- [Exercise details] Check every line of the entries that follow, and copy the ones containing "Left".

##########

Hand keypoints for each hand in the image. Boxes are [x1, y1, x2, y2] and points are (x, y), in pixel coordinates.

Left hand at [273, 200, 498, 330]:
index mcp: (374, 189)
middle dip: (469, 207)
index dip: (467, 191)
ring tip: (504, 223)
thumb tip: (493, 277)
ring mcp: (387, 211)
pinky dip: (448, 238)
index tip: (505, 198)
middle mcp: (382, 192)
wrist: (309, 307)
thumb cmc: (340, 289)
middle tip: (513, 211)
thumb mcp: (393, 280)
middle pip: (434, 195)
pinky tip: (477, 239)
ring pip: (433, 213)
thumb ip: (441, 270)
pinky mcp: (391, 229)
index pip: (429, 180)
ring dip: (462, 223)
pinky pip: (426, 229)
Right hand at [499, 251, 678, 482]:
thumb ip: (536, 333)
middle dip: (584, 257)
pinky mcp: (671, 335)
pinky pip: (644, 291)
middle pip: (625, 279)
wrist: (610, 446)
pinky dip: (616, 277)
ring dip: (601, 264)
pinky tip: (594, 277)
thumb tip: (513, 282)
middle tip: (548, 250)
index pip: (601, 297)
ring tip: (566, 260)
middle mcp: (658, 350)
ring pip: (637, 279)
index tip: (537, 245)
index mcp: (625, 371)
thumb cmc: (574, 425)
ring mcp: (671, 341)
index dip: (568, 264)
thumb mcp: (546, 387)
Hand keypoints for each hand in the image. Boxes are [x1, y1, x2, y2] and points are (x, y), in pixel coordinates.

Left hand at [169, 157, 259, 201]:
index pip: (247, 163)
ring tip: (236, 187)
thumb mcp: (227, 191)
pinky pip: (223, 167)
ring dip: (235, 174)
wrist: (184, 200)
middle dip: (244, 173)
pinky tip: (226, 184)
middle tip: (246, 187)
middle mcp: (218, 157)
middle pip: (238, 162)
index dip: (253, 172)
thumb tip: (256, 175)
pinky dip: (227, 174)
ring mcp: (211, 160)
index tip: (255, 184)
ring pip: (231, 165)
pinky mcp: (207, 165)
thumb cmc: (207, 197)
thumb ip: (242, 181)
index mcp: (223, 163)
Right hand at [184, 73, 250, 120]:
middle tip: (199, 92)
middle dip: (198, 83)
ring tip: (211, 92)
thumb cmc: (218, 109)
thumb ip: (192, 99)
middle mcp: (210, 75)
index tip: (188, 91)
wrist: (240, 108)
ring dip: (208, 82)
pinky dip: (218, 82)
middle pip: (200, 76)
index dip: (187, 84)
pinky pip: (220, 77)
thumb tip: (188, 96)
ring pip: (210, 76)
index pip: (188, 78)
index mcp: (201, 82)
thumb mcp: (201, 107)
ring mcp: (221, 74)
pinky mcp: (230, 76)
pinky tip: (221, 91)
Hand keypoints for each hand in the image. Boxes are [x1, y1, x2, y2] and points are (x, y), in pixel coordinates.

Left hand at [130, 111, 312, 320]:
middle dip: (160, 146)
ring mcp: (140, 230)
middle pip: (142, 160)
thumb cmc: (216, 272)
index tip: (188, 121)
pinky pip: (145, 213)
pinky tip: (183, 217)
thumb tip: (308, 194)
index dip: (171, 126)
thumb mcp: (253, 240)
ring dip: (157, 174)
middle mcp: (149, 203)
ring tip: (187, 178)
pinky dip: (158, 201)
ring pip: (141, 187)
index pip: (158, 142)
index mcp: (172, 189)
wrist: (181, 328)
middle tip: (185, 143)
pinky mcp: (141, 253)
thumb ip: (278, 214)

##########

- [Written response]
Left hand at [273, 200, 498, 330]:
Left hand at [169, 157, 259, 201]:
Left hand at [130, 111, 312, 320]:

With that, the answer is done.